Il Mose? Quello rischia perfino di essere il meno se si vuole mettere in sicurezza non solo Venezia dall’acqua alta, ma tutto il territorio dal rischio allagamenti. Perché di schei per evitare di correre pericoli come quello scampato nei giorni scorsi, ce ne vorranno davvero molti di più dei 560 milioni di euro stimati per completare le dighe mobili alle bocche di porto. Quanti? Tanti, tantissimi. «Due miliardi» butta lì Luigi Brugnaro che, se pensa a questa cifra, vuol dire che quattro conti li ha fatti. «Ma l’Italia deve capire che bisogna difendere Venezia, e io sono pronto ad andare ovunque per spiegare che cosa bisogna fare. Ho già le valigie fatte, basta che mi chiamino».

Brugnaro ha le scarpe – anzi, degli scarponcini neri alti – ancora infangati. Per tutta la mattina è stato in sopralluogo in terraferma, tra cimiteri e cantieri dove la terra è ancora intrisa dell’acqua piovuta in questi giorni, che è niente rispetto agli allagamenti avvenuti nel Sandonatese per la piena del Piave o all’acqua alta da record che lunedì ha affondato il centro storico. «Fortuna ha voluto che l’onda di piena non abbia coinciso con l’alta marea, altrimenti sarebbe stato un disastro – commenta -. Grazie al giro dei venti e a qualche ora di scarto ci siamo salvati, ma si può davvero pensare di continuare così? Qui vanno messi in campo interventi di ingegneria idraulica che non possono limitarsi solamente al Mose, ma devono riguardare tutto il territorio. Un’infrastrutturazione complessiva per la messa in sicurezza anche del Lido e Pellestrina, come di Marghera, San Giuliano e la terraferma».

Lunedì, nelle ore più critiche per l’acqua alta con il picco di 156 centimetri registrato alle 14.40, il sindaco aveva ricevuto le telefonate del Capo dello Stato Sergio Mattarella, del premier Giuseppe Conte e dei ministri Toninelli e Salvini.
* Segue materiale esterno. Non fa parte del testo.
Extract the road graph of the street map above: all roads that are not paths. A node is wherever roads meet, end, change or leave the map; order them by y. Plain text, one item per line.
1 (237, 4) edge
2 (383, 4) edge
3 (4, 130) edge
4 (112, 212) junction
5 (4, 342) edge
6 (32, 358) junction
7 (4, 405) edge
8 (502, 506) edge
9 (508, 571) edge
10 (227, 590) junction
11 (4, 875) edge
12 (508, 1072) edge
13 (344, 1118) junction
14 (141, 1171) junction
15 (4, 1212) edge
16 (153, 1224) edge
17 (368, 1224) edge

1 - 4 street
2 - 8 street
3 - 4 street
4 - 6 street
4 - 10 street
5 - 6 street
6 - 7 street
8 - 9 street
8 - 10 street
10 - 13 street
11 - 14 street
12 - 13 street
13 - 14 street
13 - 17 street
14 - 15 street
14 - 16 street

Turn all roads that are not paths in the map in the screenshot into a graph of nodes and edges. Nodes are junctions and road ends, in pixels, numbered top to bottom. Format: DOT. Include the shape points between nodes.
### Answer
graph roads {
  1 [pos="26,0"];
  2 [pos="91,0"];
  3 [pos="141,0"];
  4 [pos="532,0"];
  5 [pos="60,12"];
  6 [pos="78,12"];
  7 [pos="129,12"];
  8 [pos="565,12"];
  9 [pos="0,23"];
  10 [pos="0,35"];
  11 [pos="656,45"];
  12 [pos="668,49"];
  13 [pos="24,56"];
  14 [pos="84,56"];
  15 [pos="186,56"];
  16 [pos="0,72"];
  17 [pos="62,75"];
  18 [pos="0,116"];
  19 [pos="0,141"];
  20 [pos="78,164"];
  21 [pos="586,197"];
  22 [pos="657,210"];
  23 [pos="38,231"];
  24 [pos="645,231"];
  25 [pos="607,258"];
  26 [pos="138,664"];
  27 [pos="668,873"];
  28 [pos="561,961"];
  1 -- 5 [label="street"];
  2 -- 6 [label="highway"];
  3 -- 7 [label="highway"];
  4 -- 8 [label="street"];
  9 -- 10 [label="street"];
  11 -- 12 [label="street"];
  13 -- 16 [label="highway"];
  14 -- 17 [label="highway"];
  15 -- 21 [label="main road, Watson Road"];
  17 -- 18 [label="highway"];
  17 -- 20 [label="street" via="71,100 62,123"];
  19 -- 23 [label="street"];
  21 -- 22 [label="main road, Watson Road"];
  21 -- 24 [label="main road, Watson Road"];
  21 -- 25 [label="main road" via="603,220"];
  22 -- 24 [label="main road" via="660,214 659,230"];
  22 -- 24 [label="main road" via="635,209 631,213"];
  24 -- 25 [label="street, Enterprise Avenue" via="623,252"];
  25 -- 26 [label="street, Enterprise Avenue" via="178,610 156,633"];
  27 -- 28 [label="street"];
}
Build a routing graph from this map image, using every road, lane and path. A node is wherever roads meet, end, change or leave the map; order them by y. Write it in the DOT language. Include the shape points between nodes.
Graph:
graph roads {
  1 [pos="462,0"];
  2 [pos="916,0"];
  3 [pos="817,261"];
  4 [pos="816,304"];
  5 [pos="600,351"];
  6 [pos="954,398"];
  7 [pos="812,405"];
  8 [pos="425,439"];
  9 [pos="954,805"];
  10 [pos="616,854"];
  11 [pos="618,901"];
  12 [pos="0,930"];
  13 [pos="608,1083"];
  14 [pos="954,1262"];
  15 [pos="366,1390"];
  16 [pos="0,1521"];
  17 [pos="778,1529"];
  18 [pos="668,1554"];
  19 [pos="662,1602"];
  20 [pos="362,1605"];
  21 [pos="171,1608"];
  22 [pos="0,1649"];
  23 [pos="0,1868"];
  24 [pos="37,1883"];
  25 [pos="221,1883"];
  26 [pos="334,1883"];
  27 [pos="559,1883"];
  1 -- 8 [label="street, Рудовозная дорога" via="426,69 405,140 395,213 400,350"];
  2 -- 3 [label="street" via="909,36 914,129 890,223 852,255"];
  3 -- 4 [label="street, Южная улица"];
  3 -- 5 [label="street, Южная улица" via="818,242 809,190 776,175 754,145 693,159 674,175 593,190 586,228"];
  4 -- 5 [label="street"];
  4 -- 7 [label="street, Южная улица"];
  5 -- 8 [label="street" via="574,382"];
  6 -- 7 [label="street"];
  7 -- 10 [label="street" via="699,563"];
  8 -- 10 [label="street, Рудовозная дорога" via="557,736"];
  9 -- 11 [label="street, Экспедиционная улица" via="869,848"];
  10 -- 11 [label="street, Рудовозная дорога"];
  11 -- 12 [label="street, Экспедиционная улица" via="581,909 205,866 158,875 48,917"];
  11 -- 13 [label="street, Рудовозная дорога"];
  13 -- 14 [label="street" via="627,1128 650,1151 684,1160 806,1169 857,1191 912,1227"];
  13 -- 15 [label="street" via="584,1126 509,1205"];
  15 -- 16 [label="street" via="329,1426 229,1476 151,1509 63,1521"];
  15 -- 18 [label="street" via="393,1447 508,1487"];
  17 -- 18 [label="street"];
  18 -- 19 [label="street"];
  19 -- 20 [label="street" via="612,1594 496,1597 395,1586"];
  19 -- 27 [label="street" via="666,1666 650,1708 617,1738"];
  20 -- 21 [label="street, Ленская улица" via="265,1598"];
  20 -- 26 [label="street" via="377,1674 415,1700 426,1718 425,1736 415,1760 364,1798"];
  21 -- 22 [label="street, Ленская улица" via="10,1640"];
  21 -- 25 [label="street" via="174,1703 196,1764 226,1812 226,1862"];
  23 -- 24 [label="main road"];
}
A parte il messaggio di vicinanza arrivato da Roma, cosa vi siete detti?

«Adesso non parlo degli altri, anche se il Presidente della Repubblica si è sempre dimostrato un grande amico della città e io sono, lo sapete, sempre filogovernativo – risponde Brugnaro -. Prima però voglio andare a spiegare, e bene, tutte queste cose. Aspetto solo che mi chiamino».

«Il Mose va portato a termine quanto prima e dato in gestione allo Stato. I problemi ci sono e il governo sta tentando di risolverli» ha detto intanto in questi giorni la deputata del Movimento 5stelle Arianna Spessotto.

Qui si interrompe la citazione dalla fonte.